• _TASK TO CARRY OUT_: Tally the lines in the listing below that include "controls". Answer with the count and nothing more.

• _SUPPLIED MATERIAL_:

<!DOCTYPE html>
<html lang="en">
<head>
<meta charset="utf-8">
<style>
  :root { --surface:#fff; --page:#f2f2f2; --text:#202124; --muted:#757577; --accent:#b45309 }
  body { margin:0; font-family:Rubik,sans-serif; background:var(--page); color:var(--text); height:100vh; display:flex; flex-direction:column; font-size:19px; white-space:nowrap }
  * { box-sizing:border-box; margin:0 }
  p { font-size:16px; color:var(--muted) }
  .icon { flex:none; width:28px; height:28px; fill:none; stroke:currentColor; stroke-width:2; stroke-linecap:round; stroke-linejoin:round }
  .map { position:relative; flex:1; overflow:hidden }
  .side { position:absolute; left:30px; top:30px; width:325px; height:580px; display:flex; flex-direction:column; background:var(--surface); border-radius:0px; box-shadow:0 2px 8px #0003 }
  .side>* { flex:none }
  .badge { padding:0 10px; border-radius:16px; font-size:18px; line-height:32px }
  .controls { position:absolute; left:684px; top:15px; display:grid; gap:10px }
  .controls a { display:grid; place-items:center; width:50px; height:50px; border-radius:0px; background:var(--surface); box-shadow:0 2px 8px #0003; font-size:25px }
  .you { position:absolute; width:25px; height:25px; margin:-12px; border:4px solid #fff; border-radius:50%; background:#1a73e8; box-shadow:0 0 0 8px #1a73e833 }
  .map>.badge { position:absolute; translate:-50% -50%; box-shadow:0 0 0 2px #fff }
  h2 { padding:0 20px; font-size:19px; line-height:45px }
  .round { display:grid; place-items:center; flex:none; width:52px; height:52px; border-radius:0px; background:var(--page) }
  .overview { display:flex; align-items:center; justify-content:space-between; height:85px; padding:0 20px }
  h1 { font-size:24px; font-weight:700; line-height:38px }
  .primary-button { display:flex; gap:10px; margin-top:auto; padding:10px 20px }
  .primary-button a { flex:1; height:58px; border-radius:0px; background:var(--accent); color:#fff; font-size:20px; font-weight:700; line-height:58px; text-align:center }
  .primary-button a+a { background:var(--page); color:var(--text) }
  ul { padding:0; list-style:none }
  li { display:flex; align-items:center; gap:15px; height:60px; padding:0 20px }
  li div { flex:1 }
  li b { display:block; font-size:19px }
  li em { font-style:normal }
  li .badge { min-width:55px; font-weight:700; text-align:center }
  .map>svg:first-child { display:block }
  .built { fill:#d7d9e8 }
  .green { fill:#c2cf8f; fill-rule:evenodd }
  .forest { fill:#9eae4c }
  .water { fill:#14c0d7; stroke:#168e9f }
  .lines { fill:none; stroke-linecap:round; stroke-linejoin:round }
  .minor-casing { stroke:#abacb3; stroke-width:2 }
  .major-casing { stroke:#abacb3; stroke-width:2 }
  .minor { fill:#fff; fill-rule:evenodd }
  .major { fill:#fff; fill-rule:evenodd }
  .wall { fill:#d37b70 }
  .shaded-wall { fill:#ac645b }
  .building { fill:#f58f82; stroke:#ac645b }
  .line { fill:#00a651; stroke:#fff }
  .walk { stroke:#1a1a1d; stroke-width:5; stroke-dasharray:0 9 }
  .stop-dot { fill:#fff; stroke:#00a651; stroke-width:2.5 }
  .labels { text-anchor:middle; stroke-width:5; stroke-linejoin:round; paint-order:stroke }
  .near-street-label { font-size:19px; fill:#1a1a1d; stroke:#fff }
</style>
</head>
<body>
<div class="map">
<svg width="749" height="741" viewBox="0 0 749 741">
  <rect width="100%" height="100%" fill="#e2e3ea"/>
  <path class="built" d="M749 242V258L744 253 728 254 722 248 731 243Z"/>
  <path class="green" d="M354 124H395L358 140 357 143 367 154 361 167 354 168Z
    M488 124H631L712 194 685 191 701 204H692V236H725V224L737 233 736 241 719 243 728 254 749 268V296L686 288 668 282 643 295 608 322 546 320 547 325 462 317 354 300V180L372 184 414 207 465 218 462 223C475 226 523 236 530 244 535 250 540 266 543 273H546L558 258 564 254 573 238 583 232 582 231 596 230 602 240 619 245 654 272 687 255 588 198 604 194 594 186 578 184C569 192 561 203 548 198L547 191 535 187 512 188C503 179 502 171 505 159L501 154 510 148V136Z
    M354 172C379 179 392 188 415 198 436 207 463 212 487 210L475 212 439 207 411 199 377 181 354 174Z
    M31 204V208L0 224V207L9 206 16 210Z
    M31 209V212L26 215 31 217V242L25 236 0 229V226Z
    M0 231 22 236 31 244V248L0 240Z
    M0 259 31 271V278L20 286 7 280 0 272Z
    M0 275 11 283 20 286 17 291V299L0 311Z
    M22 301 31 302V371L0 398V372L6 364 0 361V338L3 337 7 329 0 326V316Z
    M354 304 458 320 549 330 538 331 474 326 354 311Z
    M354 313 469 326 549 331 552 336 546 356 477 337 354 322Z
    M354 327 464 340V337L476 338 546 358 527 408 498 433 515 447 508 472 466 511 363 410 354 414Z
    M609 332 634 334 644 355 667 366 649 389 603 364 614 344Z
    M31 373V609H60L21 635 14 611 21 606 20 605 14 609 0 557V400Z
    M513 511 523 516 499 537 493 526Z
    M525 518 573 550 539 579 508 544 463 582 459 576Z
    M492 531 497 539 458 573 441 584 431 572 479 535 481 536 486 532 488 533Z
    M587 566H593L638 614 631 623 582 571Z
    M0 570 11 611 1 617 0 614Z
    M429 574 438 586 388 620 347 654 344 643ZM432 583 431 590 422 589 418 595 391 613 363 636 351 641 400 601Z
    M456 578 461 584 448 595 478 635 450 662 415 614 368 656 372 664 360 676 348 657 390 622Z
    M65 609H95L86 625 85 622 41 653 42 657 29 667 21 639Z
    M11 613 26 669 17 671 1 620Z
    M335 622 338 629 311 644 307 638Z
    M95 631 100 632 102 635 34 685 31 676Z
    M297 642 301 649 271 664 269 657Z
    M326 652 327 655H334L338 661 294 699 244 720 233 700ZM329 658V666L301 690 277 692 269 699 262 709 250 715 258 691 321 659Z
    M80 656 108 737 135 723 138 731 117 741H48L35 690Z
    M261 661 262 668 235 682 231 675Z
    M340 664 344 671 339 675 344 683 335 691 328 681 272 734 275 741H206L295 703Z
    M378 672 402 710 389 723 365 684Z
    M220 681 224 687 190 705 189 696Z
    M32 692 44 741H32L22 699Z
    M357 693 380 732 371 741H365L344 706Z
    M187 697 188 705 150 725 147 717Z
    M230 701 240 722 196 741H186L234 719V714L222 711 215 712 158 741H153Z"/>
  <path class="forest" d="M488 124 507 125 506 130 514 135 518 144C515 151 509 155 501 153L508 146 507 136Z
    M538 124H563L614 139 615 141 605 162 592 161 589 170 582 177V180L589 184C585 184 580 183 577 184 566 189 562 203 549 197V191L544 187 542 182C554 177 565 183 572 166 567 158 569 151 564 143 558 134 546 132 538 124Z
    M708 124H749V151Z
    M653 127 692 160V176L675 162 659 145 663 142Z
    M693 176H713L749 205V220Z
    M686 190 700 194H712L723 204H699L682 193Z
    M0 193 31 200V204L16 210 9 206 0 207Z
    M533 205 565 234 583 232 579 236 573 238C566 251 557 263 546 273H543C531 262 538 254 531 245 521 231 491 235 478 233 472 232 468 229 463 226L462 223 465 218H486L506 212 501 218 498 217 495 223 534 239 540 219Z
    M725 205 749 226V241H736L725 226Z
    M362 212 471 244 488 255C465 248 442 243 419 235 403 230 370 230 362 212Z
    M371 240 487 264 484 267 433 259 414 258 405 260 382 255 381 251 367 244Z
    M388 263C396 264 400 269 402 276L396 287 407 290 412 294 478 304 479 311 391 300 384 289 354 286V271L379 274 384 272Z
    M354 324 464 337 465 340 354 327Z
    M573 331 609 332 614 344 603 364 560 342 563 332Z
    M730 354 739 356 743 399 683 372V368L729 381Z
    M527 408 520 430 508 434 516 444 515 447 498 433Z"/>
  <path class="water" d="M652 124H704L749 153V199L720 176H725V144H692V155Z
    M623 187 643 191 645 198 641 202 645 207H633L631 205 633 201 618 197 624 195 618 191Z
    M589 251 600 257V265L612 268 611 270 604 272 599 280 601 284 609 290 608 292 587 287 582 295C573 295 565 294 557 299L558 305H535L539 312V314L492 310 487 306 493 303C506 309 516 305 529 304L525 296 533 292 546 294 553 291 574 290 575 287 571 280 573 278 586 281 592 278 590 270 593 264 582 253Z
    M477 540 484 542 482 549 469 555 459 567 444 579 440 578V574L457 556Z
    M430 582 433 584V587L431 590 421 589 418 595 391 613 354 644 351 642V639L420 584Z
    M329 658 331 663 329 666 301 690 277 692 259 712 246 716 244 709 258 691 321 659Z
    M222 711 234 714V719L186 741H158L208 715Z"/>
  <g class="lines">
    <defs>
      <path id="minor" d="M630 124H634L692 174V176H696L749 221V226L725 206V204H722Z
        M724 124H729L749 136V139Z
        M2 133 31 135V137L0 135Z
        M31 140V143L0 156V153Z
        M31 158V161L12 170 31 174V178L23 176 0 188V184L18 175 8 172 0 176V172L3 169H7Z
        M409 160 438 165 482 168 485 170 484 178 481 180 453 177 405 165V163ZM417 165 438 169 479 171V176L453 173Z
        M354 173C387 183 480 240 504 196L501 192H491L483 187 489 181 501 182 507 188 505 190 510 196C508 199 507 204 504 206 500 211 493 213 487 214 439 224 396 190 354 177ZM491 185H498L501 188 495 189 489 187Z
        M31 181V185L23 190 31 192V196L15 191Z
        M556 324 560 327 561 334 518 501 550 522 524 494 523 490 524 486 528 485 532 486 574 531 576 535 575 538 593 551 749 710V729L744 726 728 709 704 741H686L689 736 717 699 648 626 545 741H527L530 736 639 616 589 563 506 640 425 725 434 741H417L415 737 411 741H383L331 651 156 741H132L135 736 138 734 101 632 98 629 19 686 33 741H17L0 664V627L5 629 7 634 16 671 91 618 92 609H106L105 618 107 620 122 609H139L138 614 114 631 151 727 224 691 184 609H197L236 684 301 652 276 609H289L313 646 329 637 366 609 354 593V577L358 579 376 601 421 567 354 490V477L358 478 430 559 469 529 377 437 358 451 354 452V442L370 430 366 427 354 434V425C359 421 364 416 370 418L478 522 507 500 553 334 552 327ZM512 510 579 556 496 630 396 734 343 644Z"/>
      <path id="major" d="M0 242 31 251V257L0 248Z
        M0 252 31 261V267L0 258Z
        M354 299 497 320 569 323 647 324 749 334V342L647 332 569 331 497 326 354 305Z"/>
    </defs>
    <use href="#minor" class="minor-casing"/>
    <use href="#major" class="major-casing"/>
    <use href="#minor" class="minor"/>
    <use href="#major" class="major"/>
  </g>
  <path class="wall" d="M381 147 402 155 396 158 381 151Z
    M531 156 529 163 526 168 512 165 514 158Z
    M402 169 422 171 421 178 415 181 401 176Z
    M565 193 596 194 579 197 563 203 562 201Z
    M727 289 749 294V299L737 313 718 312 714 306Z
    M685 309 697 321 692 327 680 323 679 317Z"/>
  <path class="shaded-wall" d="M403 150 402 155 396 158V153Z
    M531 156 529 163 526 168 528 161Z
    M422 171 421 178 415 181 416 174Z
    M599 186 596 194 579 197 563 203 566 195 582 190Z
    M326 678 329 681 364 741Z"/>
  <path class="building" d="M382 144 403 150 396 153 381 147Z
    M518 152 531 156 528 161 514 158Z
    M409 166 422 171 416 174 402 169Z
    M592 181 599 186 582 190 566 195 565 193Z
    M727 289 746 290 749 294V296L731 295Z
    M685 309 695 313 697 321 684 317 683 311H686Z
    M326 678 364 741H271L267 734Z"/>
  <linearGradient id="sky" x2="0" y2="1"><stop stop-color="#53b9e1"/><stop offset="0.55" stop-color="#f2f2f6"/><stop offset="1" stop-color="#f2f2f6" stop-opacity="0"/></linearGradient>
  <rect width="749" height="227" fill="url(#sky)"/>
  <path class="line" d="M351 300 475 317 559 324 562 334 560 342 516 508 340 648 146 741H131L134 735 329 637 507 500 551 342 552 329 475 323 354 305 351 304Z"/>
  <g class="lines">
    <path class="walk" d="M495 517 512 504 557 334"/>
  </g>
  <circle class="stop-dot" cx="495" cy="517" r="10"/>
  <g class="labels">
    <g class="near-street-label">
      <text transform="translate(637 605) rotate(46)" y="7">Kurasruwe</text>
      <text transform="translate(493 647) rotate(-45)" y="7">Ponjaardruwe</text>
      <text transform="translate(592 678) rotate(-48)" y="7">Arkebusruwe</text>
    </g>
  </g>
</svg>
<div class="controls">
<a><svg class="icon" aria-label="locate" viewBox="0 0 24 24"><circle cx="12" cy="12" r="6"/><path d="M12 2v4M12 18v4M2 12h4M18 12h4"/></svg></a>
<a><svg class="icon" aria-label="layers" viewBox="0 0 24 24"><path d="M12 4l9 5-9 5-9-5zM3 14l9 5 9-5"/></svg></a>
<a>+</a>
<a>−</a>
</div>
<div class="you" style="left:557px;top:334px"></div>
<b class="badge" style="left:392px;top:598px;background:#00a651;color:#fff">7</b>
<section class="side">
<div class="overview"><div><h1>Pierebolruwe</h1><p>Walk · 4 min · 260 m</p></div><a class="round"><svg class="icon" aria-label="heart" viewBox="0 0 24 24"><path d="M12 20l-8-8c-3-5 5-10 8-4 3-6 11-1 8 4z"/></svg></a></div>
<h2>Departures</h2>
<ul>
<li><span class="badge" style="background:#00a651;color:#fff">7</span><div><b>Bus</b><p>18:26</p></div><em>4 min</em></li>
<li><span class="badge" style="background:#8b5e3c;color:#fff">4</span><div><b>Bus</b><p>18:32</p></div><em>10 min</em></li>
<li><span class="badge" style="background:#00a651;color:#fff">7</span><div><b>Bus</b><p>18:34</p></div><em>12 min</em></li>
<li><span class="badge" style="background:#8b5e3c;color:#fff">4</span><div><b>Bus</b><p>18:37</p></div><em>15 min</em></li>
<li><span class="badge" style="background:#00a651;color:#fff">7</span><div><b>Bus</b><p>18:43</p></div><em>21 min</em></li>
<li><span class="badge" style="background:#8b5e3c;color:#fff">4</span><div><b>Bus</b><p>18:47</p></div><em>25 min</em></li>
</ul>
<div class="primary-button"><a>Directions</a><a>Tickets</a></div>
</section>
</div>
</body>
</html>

• _ANSWER TO THIS EXERCISE_: 3